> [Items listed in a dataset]
___
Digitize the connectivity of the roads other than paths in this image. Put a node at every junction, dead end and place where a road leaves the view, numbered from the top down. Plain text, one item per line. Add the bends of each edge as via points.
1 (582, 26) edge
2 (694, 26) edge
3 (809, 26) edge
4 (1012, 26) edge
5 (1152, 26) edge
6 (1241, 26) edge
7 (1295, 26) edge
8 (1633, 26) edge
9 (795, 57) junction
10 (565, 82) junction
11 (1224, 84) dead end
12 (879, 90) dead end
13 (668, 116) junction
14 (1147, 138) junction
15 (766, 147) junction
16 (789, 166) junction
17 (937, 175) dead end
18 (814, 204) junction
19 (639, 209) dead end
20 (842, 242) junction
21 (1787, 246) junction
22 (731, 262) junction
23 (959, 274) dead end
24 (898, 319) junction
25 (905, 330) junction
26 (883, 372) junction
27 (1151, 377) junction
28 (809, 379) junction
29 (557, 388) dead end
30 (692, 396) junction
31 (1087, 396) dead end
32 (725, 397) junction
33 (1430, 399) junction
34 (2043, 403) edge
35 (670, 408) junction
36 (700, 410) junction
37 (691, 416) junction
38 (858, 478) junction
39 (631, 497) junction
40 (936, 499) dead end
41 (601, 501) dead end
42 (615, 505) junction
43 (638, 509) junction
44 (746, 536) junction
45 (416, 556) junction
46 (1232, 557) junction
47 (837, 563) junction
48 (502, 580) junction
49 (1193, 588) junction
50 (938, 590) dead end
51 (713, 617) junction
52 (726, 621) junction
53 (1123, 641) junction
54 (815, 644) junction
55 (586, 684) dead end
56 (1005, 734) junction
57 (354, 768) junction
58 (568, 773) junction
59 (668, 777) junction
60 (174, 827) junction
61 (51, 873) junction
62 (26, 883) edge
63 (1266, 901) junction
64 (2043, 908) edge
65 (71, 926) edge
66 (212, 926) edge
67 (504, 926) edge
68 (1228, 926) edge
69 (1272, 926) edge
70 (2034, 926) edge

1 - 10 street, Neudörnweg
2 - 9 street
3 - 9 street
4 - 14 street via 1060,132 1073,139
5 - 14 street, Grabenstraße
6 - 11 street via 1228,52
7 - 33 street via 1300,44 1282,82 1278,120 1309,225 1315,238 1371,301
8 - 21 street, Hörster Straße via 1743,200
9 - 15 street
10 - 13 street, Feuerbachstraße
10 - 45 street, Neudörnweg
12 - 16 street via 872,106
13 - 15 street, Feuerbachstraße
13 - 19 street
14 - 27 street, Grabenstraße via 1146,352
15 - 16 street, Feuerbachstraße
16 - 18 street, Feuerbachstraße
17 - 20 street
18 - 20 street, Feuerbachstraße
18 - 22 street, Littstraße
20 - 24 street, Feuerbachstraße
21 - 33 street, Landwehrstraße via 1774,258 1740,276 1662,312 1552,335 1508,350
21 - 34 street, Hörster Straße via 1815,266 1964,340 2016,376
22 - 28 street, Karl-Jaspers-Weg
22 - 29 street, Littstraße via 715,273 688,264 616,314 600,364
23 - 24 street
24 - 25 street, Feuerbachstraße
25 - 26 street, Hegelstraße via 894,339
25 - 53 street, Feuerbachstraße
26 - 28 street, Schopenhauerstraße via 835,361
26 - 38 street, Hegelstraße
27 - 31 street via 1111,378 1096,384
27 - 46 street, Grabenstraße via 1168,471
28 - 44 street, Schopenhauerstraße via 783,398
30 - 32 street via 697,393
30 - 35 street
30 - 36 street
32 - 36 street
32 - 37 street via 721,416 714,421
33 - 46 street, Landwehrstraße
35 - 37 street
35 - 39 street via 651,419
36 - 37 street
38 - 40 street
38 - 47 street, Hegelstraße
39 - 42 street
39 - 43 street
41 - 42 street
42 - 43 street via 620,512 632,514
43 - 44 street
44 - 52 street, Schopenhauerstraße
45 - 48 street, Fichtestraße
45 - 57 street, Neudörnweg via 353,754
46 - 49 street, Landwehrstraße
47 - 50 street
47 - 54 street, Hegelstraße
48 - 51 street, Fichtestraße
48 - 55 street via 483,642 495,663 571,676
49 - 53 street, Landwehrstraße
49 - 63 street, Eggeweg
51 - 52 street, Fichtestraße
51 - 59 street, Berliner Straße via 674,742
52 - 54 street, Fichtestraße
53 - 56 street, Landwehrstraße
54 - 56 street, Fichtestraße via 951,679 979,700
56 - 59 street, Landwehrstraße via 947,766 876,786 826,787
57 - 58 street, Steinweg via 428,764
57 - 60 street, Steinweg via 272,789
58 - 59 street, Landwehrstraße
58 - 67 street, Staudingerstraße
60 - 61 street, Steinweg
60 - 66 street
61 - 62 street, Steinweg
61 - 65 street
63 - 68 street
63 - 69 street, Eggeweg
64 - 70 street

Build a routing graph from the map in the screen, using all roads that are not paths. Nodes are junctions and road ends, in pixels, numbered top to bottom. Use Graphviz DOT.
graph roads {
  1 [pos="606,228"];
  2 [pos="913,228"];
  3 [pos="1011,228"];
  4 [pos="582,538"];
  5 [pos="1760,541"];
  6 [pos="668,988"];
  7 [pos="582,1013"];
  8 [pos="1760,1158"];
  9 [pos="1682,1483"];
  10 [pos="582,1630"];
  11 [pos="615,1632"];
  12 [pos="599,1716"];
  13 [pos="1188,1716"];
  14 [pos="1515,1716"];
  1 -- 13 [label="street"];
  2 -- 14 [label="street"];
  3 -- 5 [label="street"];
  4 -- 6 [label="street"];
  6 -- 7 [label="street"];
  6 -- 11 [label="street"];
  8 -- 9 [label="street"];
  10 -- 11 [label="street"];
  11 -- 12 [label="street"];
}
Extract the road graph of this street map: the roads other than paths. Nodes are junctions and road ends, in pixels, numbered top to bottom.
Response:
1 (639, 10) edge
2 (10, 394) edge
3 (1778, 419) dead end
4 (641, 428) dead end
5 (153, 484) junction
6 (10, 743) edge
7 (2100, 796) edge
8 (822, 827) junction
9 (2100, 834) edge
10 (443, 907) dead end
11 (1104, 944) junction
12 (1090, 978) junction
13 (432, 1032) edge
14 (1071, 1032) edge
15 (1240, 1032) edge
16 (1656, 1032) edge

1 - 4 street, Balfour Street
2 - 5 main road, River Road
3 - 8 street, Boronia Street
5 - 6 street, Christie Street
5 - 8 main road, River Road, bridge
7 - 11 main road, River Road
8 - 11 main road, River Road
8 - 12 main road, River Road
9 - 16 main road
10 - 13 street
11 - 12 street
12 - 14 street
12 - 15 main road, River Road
___
When you answer, repeat each entry exactly as it appears above.

> [Result]
Digitize the connectivity of the roads other than paths in this image. Put a node at every junction, dead end and place where a road leaves the view, numbered from the top down. Plain text, one item per line. Add the bends of each edge as via points.
1 (582, 26) edge
2 (694, 26) edge
3 (809, 26) edge
4 (1012, 26) edge
5 (1152, 26) edge
6 (1241, 26) edge
7 (1295, 26) edge
8 (1633, 26) edge
9 (795, 57) junction
10 (565, 82) junction
11 (1224, 84) dead end
12 (879, 90) dead end
13 (668, 116) junction
14 (1147, 138) junction
15 (766, 147) junction
16 (789, 166) junction
17 (937, 175) dead end
18 (814, 204) junction
19 (639, 209) dead end
20 (842, 242) junction
21 (1787, 246) junction
22 (731, 262) junction
23 (959, 274) dead end
24 (898, 319) junction
25 (905, 330) junction
26 (883, 372) junction
27 (1151, 377) junction
28 (809, 379) junction
29 (557, 388) dead end
30 (692, 396) junction
31 (1087, 396) dead end
32 (725, 397) junction
33 (1430, 399) junction
34 (2043, 403) edge
35 (670, 408) junction
36 (700, 410) junction
37 (691, 416) junction
38 (858, 478) junction
39 (631, 497) junction
40 (936, 499) dead end
41 (601, 501) dead end
42 (615, 505) junction
43 (638, 509) junction
44 (746, 536) junction
45 (416, 556) junction
46 (1232, 557) junction
47 (837, 563) junction
48 (502, 580) junction
49 (1193, 588) junction
50 (938, 590) dead end
51 (713, 617) junction
52 (726, 621) junction
53 (1123, 641) junction
54 (815, 644) junction
55 (586, 684) dead end
56 (1005, 734) junction
57 (354, 768) junction
58 (568, 773) junction
59 (668, 777) junction
60 (174, 827) junction
61 (51, 873) junction
62 (26, 883) edge
63 (1266, 901) junction
64 (2043, 908) edge
65 (71, 926) edge
66 (212, 926) edge
67 (504, 926) edge
68 (1228, 926) edge
69 (1272, 926) edge
70 (2034, 926) edge

1 - 10 street, Neudörnweg
2 - 9 street
3 - 9 street
4 - 14 street via 1060,132 1073,139
5 - 14 street, Grabenstraße
6 - 11 street via 1228,52
7 - 33 street via 1300,44 1282,82 1278,120 1309,225 1315,238 1371,301
8 - 21 street, Hörster Straße via 1743,200
9 - 15 street
10 - 13 street, Feuerbachstraße
10 - 45 street, Neudörnweg
12 - 16 street via 872,106
13 - 15 street, Feuerbachstraße
13 - 19 street
14 - 27 street, Grabenstraße via 1146,352
15 - 16 street, Feuerbachstraße
16 - 18 street, Feuerbachstraße
17 - 20 street
18 - 20 street, Feuerbachstraße
18 - 22 street, Littstraße
20 - 24 street, Feuerbachstraße
21 - 33 street, Landwehrstraße via 1774,258 1740,276 1662,312 1552,335 1508,350
21 - 34 street, Hörster Straße via 1815,266 1964,340 2016,376
22 - 28 street, Karl-Jaspers-Weg
22 - 29 street, Littstraße via 715,273 688,264 616,314 600,364
23 - 24 street
24 - 25 street, Feuerbachstraße
25 - 26 street, Hegelstraße via 894,339
25 - 53 street, Feuerbachstraße
26 - 28 street, Schopenhauerstraße via 835,361
26 - 38 street, Hegelstraße
27 - 31 street via 1111,378 1096,384
27 - 46 street, Grabenstraße via 1168,471
28 - 44 street, Schopenhauerstraße via 783,398
30 - 32 street via 697,393
30 - 35 street
30 - 36 street
32 - 36 street
32 - 37 street via 721,416 714,421
33 - 46 street, Landwehrstraße
35 - 37 street
35 - 39 street via 651,419
36 - 37 street
38 - 40 street
38 - 47 street, Hegelstraße
39 - 42 street
39 - 43 street
41 - 42 street
42 - 43 street via 620,512 632,514
43 - 44 street
44 - 52 street, Schopenhauerstraße
45 - 48 street, Fichtestraße
45 - 57 street, Neudörnweg via 353,754
46 - 49 street, Landwehrstraße
47 - 50 street
47 - 54 street, Hegelstraße
48 - 51 street, Fichtestraße
48 - 55 street via 483,642 495,663 571,676
49 - 53 street, Landwehrstraße
49 - 63 street, Eggeweg
51 - 52 street, Fichtestraße
51 - 59 street, Berliner Straße via 674,742
52 - 54 street, Fichtestraße
53 - 56 street, Landwehrstraße
54 - 56 street, Fichtestraße via 951,679 979,700
56 - 59 street, Landwehrstraße via 947,766 876,786 826,787
57 - 58 street, Steinweg via 428,764
57 - 60 street, Steinweg via 272,789
58 - 59 street, Landwehrstraße
58 - 67 street, Staudingerstraße
60 - 61 street, Steinweg
60 - 66 street
61 - 62 street, Steinweg
61 - 65 street
63 - 68 street
63 - 69 street, Eggeweg
64 - 70 street

Build a routing graph from the map in the screen, using all roads that are not paths. Nodes are junctions and road ends, in pixels, numbered top to bottom. Use Graphviz DOT.
graph roads {
  1 [pos="606,228"];
  2 [pos="913,228"];
  3 [pos="1011,228"];
  4 [pos="582,538"];
  5 [pos="1760,541"];
  6 [pos="668,988"];
  7 [pos="582,1013"];
  8 [pos="1760,1158"];
  9 [pos="1682,1483"];
  10 [pos="582,1630"];
  11 [pos="615,1632"];
  12 [pos="599,1716"];
  13 [pos="1188,1716"];
  14 [pos="1515,1716"];
  1 -- 13 [label="street"];
  2 -- 14 [label="street"];
  3 -- 5 [label="street"];
  4 -- 6 [label="street"];
  6 -- 7 [label="street"];
  6 -- 11 [label="street"];
  8 -- 9 [label="street"];
  10 -- 11 [label="street"];
  11 -- 12 [label="street"];
}
Extract the road graph of this street map: the roads other than paths. Nodes are junctions and road ends, in pixels, numbered top to bottom.
Response:
1 (639, 10) edge
2 (10, 394) edge
3 (1778, 419) dead end
4 (641, 428) dead end
5 (153, 484) junction
6 (10, 743) edge
7 (2100, 796) edge
8 (822, 827) junction
9 (2100, 834) edge
10 (443, 907) dead end
11 (1104, 944) junction
12 (1090, 978) junction
13 (432, 1032) edge
14 (1071, 1032) edge
15 (1240, 1032) edge
16 (1656, 1032) edge

1 - 4 street, Balfour Street
2 - 5 main road, River Road
3 - 8 street, Boronia Street
5 - 6 street, Christie Street
5 - 8 main road, River Road, bridge
7 - 11 main road, River Road
8 - 11 main road, River Road
8 - 12 main road, River Road
9 - 16 main road
10 - 13 street
11 - 12 street
12 - 14 street
12 - 15 main road, River Road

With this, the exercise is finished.